Part 2

Fig.6 Airbag Control Module:

AIRBAG CONTROL MODULE
The Airbag Control Module (ACM) is also sometimes referred to as the Occupant Restraint Controller (ORC). The ACM is concealed underneath the center floor console, where it is secured by four screws to a stamped steel mounting bracket welded onto the top of the floor panel transmission tunnel just forward of the park brake mechanism in the passenger compartment of the vehicle.

Concealed within a hollow in the center of the die cast aluminum ACM housing is the electronic circuitry of the ACM which includes a microprocessor, an electronic impact sensor, an electronic safing sensor, and an energy storage capacitor. A stamped metal cover plate is secured to the bottom of the ACM housing with four screws to enclose and protect the internal electronic circuitry and components. A printed label on the top of the ACM housing provides a visual verification of the proper orientation of the unit, and should always be pointed toward the front of the vehicle.

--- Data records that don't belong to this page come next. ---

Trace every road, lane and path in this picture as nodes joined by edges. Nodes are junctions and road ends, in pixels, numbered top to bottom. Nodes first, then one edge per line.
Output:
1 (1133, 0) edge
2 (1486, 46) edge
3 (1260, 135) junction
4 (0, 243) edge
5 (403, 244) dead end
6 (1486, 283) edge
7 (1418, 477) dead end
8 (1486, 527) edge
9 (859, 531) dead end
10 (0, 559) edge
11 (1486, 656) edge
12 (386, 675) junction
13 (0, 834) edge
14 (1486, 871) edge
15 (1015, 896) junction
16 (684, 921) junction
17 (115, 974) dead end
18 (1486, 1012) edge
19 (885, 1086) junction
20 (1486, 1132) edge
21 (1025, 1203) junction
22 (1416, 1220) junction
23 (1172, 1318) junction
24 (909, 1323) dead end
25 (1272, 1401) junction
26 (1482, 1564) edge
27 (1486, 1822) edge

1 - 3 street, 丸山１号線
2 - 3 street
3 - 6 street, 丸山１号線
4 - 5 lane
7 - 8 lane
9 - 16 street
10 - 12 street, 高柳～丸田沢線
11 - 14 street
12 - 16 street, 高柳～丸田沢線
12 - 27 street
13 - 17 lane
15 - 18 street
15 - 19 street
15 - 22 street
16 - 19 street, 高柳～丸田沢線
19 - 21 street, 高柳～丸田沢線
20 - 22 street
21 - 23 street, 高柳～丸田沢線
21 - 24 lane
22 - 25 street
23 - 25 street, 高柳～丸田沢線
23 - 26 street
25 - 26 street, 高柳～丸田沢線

Two molded plastic electrical connector receptacles exit the forward side of the ACM housing. These two receptacles connect the ACM to the vehicle electrical system through a dedicated take out and connector of the instrument panel wire harness, and a dedicated take out and connector of the airbag overlay wire harness. For vehicles equipped with the optional side curtain airbags, both ACM connector receptacles are black in color and the ACM contains a second bi-directional safing sensor for the side airbags. For vehicles not equipped with the optional side curtain airbags, the ACM connector receptacles are both gray.

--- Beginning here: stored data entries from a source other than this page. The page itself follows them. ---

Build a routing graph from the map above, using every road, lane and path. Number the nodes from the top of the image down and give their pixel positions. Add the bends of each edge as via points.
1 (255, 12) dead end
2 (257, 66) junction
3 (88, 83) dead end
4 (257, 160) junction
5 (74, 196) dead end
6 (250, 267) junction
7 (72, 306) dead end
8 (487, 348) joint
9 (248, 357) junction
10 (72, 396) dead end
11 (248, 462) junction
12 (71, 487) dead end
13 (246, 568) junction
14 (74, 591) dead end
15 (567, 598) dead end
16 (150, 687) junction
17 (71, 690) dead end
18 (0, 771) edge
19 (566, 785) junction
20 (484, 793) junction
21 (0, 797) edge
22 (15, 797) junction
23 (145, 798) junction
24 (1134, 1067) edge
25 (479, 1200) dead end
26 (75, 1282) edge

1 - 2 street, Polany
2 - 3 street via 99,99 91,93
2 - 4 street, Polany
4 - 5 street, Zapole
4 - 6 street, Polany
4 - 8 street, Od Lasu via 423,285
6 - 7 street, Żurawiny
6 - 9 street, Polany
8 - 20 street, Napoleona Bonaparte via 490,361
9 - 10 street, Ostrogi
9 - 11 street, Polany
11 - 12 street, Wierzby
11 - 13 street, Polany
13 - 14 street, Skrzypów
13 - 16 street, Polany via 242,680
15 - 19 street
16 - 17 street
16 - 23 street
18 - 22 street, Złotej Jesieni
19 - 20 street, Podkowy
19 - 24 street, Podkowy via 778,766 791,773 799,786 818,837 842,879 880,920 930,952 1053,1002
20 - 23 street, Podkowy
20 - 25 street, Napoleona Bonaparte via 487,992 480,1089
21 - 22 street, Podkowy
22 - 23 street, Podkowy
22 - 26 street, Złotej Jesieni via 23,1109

The impact sensor and safing sensor internal to the ACM are calibrated for the specific vehicle, and are only serviced as a unit with the ACM. The ACM cannot be repaired or adjusted and, if damaged or faulty it must be replaced.

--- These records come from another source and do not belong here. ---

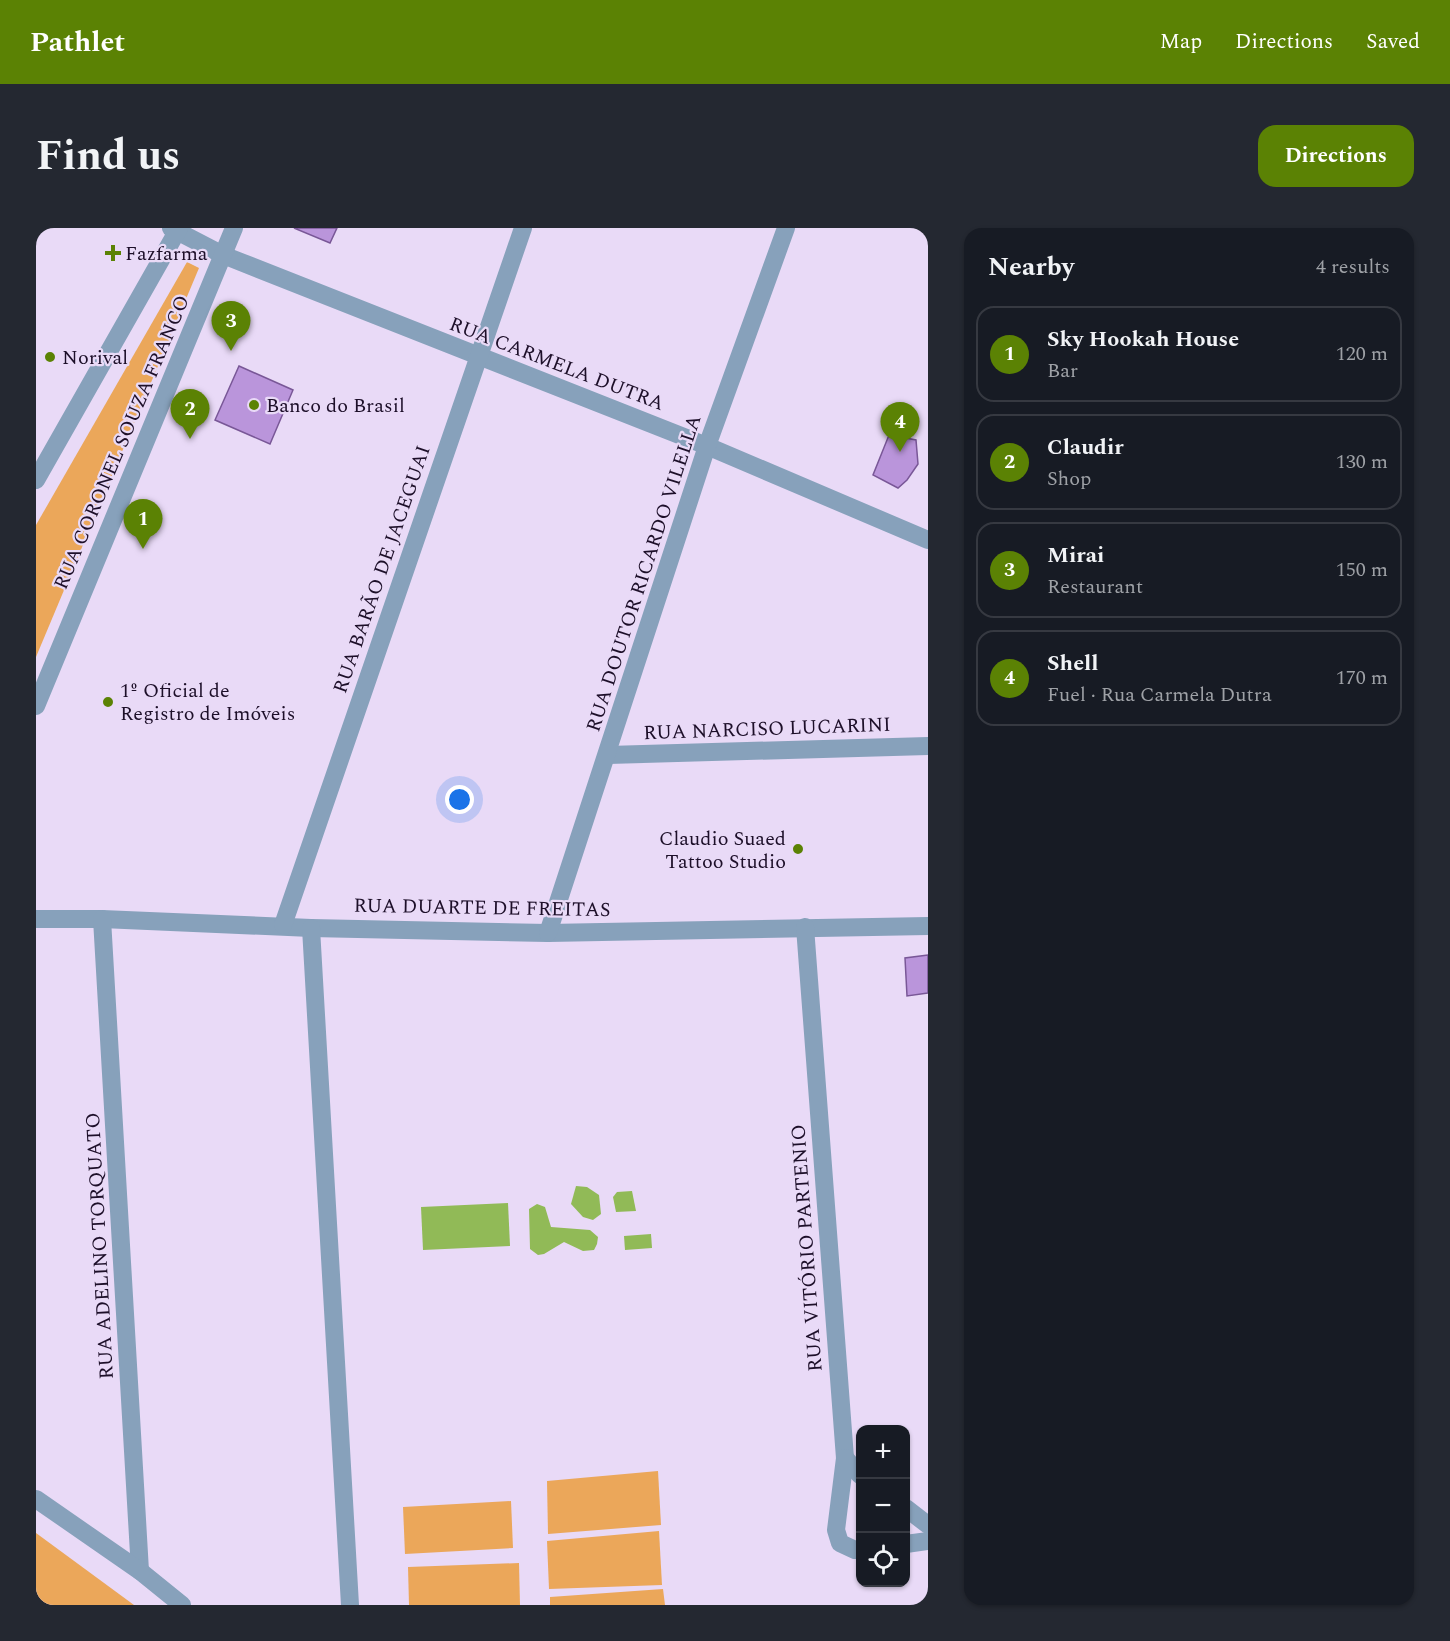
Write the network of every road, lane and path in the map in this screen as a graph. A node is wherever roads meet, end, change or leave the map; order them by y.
1 (234, 228) edge
2 (522, 228) edge
3 (786, 228) edge
4 (176, 229) edge
5 (223, 255) junction
6 (477, 357) junction
7 (706, 446) junction
8 (36, 480) edge
9 (928, 540) edge
10 (36, 706) edge
11 (928, 746) edge
12 (608, 755) junction
13 (36, 919) edge
14 (102, 919) junction
15 (283, 925) junction
16 (928, 926) edge
17 (805, 927) junction
18 (311, 928) junction
19 (548, 933) junction
20 (845, 1458) junction
21 (856, 1470) edge
22 (36, 1499) edge
23 (910, 1511) edge
24 (928, 1525) edge
25 (928, 1541) edge
26 (910, 1543) edge
27 (856, 1550) edge
28 (140, 1571) junction
29 (182, 1605) edge
30 (350, 1605) edge

1 - 5 street, RUA CORONEL SOUZA FRANCO
2 - 6 street, RUA BARÃO DE JACEGUAI
3 - 7 street, RUA DOUTOR RICARDO VILELLA
4 - 5 street, RUA CARMELA DUTRA
4 - 8 street
5 - 6 street, RUA CARMELA DUTRA
5 - 10 street, RUA CORONEL SOUZA FRANCO
6 - 7 street, RUA CARMELA DUTRA
6 - 15 street, RUA BARÃO DE JACEGUAI
7 - 9 street, RUA CARMELA DUTRA
7 - 12 street, RUA DOUTOR RICARDO VILELLA
11 - 12 street, RUA NARCISO LUCARINI
12 - 19 street, RUA DOUTOR RICARDO VILELLA
13 - 14 street, RUA DUARTE DE FREITAS
14 - 15 street, RUA DUARTE DE FREITAS
14 - 28 street, RUA ADELINO TORQUATO
15 - 18 street, RUA DUARTE DE FREITAS
16 - 17 street, RUA DUARTE DE FREITAS
17 - 19 street, RUA DUARTE DE FREITAS
17 - 20 street, RUA VITÓRIO PARTENIO
18 - 19 street, RUA DUARTE DE FREITAS
18 - 30 street
20 - 21 street
20 - 27 street, RUA VITÓRIO PARTENIO
22 - 28 street
23 - 24 street
25 - 26 street
28 - 29 street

The microprocessor in the Airbag Control Module (ACM) contains the supplemental restraint system logic circuits and controls all of the supplemental restraint system components. The ACM uses On-Board Diagnostics (OBD) and can communicate with other electronic modules in the vehicle as well as with the DRB III scan tool using the Programmable Communications Interface (PCI) data bus network. This method of communication is used for control of the airbag indicator in the ElectroMechanical Instrument Cluster (EMIC) and for supplemental restraint system diagnosis and testing through the 16-way data link connector located on the driver side lower edge of the instrument panel. (Refer to ELECTRICAL/ELECTRONIC CONTROL MODULES/COMMUNICATION - OPERATION).

The ACM microprocessor continuously monitors all of the supplemental restraint system electrical circuits to determine the system readiness. If the ACM detects a monitored system fault, it sets an active and stored Diagnostic Trouble Code (DTC) and sends electronic messages to the EMIC over the PCI data bus to turn ON the airbag indicator. An active fault only remains for the duration of the fault or in some cases the duration of the current ignition switch cycle, while a stored fault causes a DTC to be stored in memory by the ACM. For some DTCs, if a fault does not recur for a number of ignition cycles, the ACM will automatically erase the stored DTC. For other internal faults, the stored DTC is latched forever.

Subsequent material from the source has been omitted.